A jihad veio em duas ondas principais: a campanha arábica no ocidente do século VIII ao século X e a turca no oriente do século XIV ao século XVII. (As duas eras de controle muçulmano em Creta, Chipre e Rhodes refletem a dupla ofensiva.)
Na Europa continental, via de regra, os cristãos capitulavam ao ataque muçulmano. Os árabes conquistaram a Espanha entre 711 e 716, lá destruíram o reino visigodo cristão, avançaram para a Gália e em 732 chegaram à Poitiers, 322 km a sudoeste de Paris. Edward Gibbon sabidamente especulava que, não fosse pela vitória dos francos em Poitiers, talvez a leitura do Alcorão seria hoje lecionada nas escolas de Oxford e seus alunos poderiam demonstrar a um povo circuncidado a santidade e a revelação de Maomé.[6]

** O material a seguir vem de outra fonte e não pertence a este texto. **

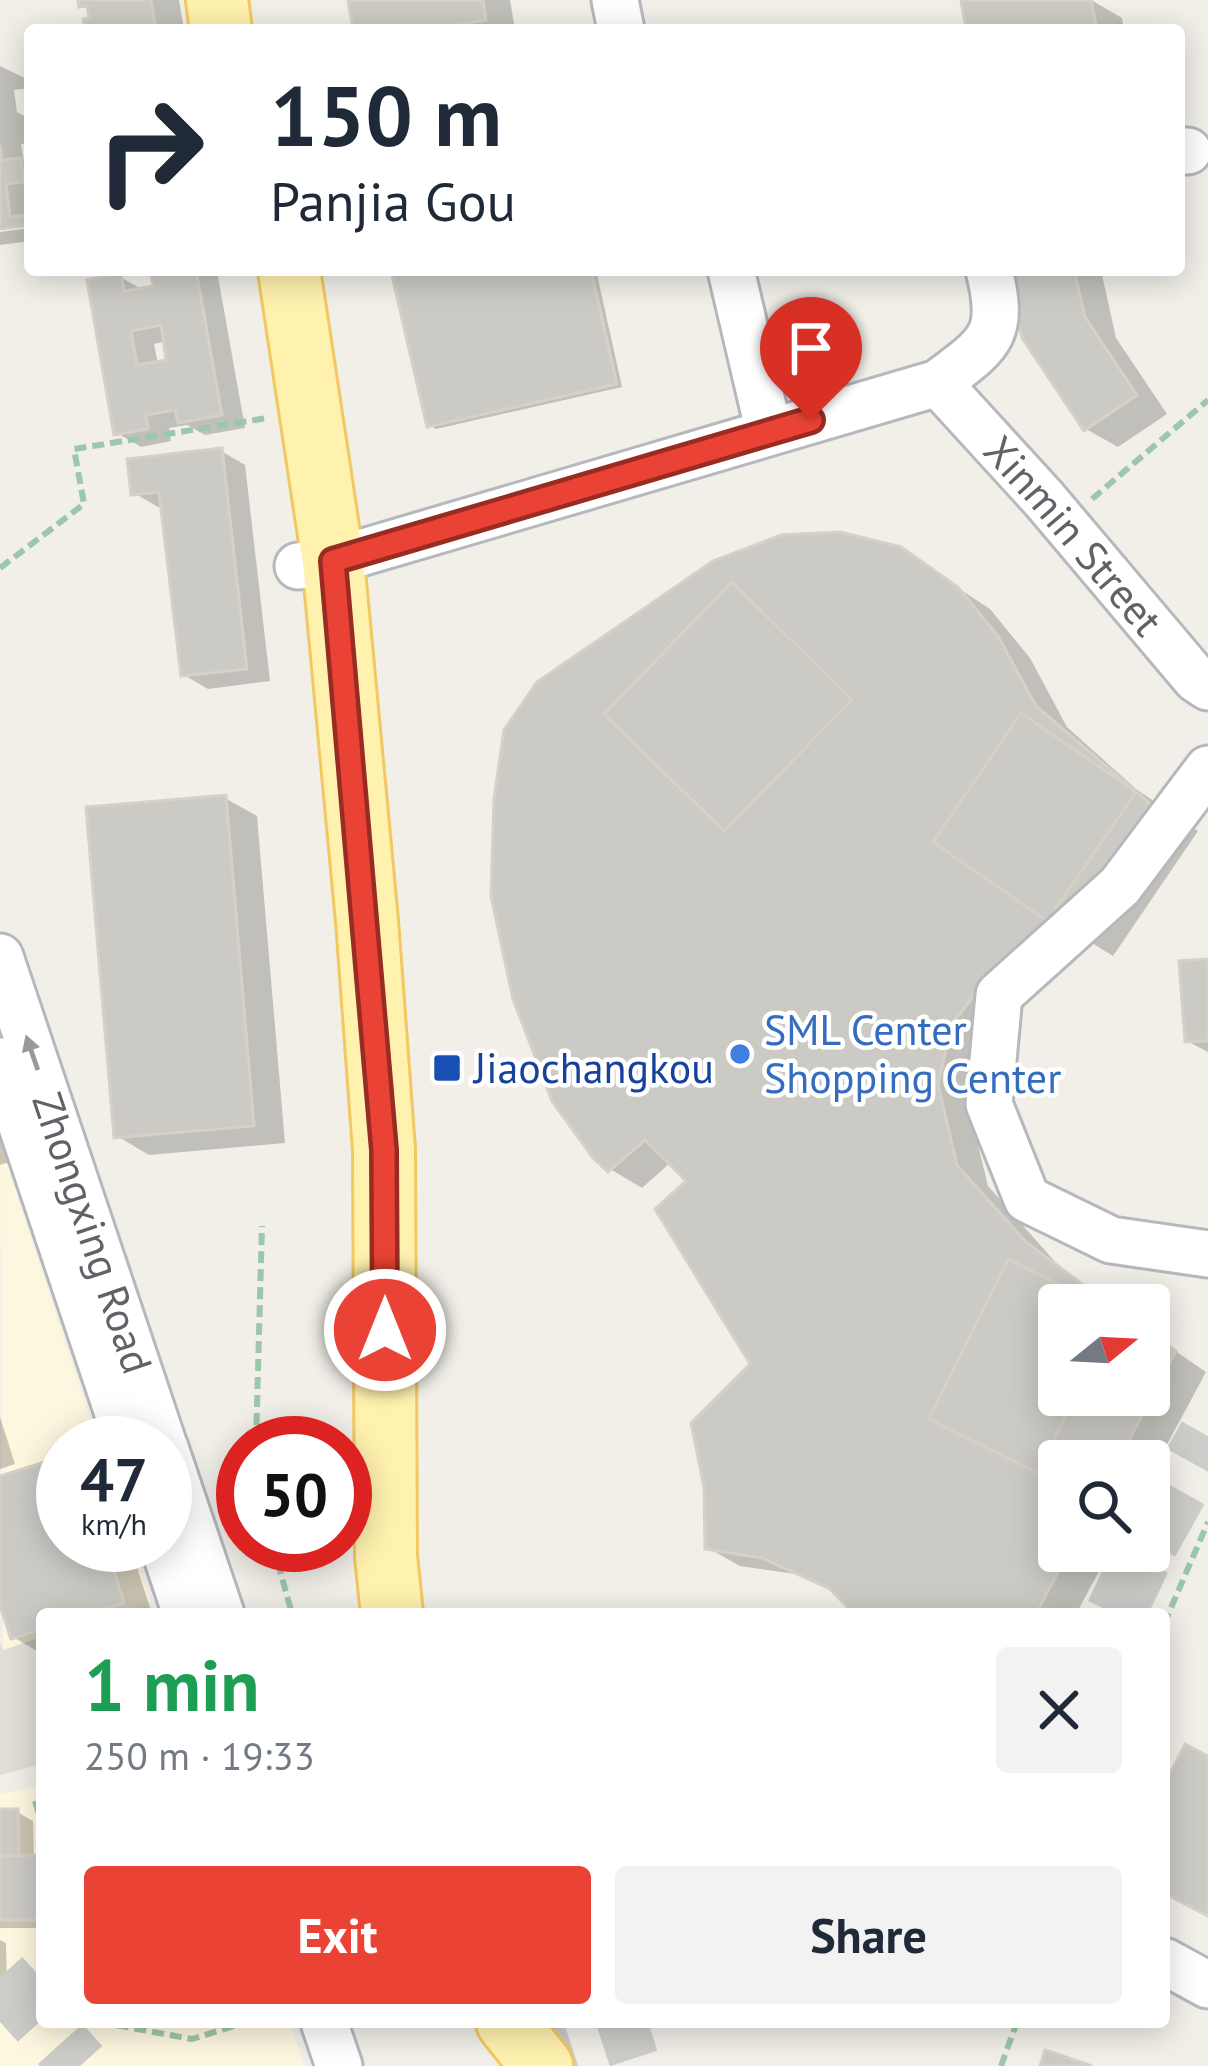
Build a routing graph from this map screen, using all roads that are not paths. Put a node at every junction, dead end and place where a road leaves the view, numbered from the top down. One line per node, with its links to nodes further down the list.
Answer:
1 (258, 276): 7 (main road)
2 (290, 276): 7 (main road)
3 (732, 276): 6 (street)
4 (991, 276): 5 (street)
5 (938, 383): 6 (street); 8 (street, Xinmin Street)
6 (769, 432): 7 (street)
7 (315, 563): 19 (main road); 20 (main road)
8 (1208, 688)
9 (1208, 769): 12 (street)
10 (0, 957): 14 (street, Zhongxing Road, one-way to 10)
11 (0, 1061): 13 (street, Zhongxing Road)
12 (1208, 1254)
13 (119, 1416)
14 (154, 1416)
15 (192, 1530): 18 (street, Zhongxing Road)
16 (172, 1572): 17 (street)
17 (184, 1608)
18 (218, 1608)
19 (363, 1608)
20 (391, 1608)
21 (1170, 1964): 22 (street)
22 (1208, 1985)
23 (326, 2028): 27 (street)
24 (359, 2028): 28 (street)
25 (469, 2028): 29 (main road)
26 (512, 2028): 30 (main road)
27 (339, 2066)
28 (372, 2066)
29 (482, 2066)
30 (542, 2066)

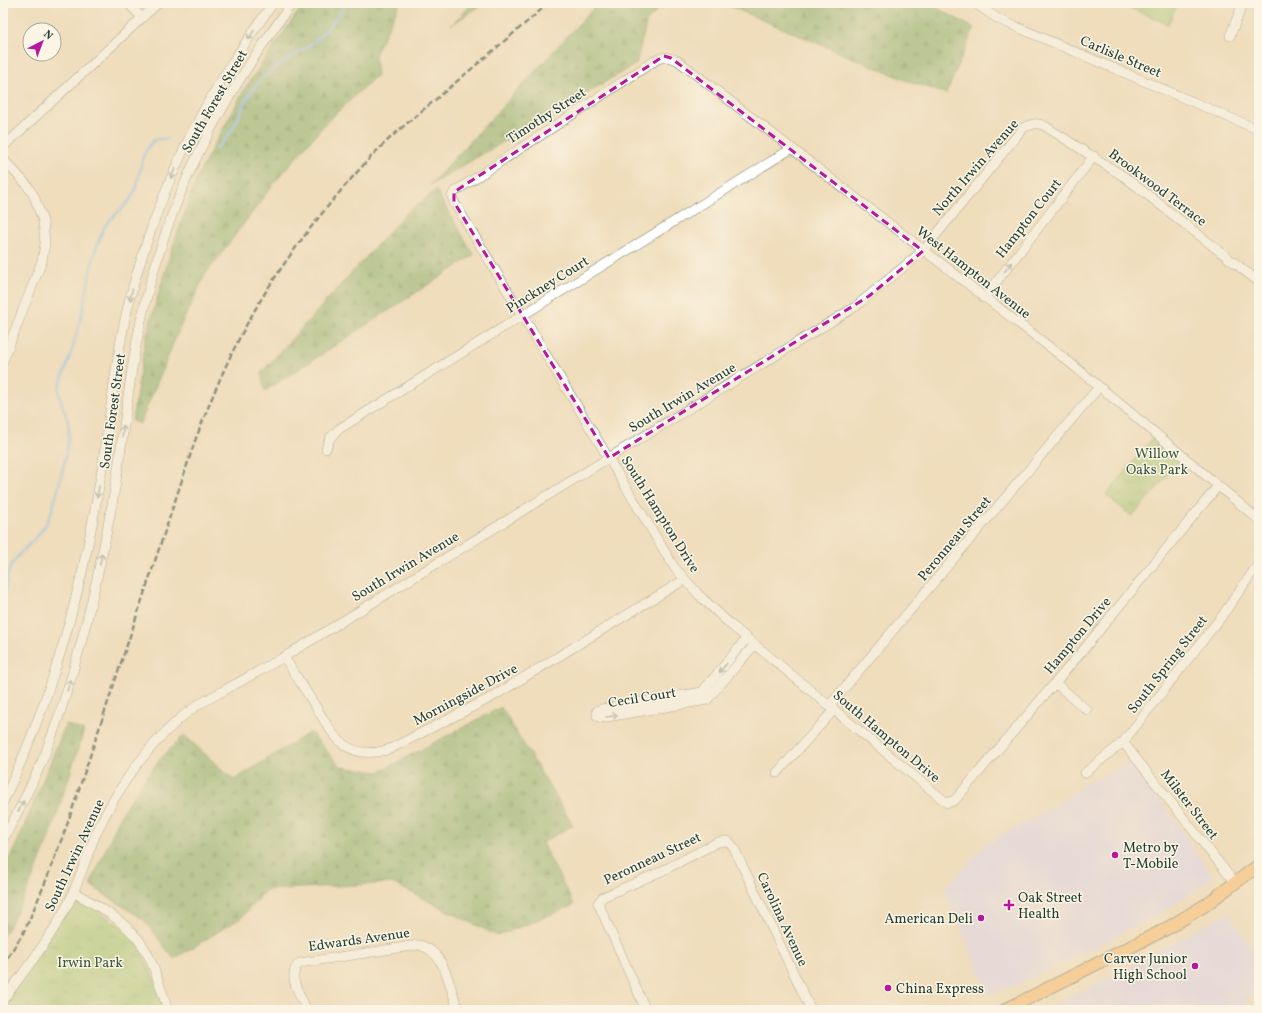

Muito embora os árabes não tivessem conseguido estabelecer uma base sólida nos arredores da Ibéria, seus ataques se tornaram fato consumado em muitas partes da Europa nos séculos IX e X. Uma expedição digna de nota em 846 levou os invasores muçulmanos até os subúrbios de Roma onde atacaram a igreja papal de São Pedro. Depois desta incursão foi construída uma muralha para proteger o papa, trabalho realizado primordialmente por prisioneiros muçulmanos, o que levou à criação de um estado Vaticano independente. Certa vez a Itália foi o endereço de um emirado muçulmano independente, embora breve (de 853 a 871) e pequeno (em Bari, próximo ao calcanhar da Itália), por assim dizer.
Invasores árabes capturaram a cidade de Fraxinetum (hoje Garde-Frainet) perto de São Tropez na Côte d’Azur em 889 que ficou em suas mãos durante quase meio século. De lá eles avançaram para Rhône Valley, chegando à Suíça. Certa vez em 954, muçulmanos de Fraxinetum saquearam o monastério de São Gallen junto ao Lago Constance hoje na fronteira da Suíça com a Alemanha. Nos anos de 920 os muçulmanos controlavam muitas das passagens que cortavam os Alpes.
A presença árabe se estendia do Oriente até Atenas onde vivia uma colônia de muçulmanos ao redor do ano 1000. Eles construíram uma mesquita no local de um templo milenar, o Asclepium, e obraram na cidade como trabalhadores braçais.[7] Estas invasões ainda são celebradas com o nome dos lugares, assim: Pontresina, uma cidade perto de São Moritz na Suíça, deriva seu nome do latim “Pons Saracenorum,” Ponte dos Sarracenos, termo medieval denotando árabes muçulmanos.[8] Por mais apavorantes e poderosas que possam estar incutidas nas memórias dos residentes locais, estas incursões não tinham condições de durar muito, a bem da verdade, durante muitos séculos, após terem se apoderado da Espanha, os muçulmanos não fizeram avanços duradouros na Europa.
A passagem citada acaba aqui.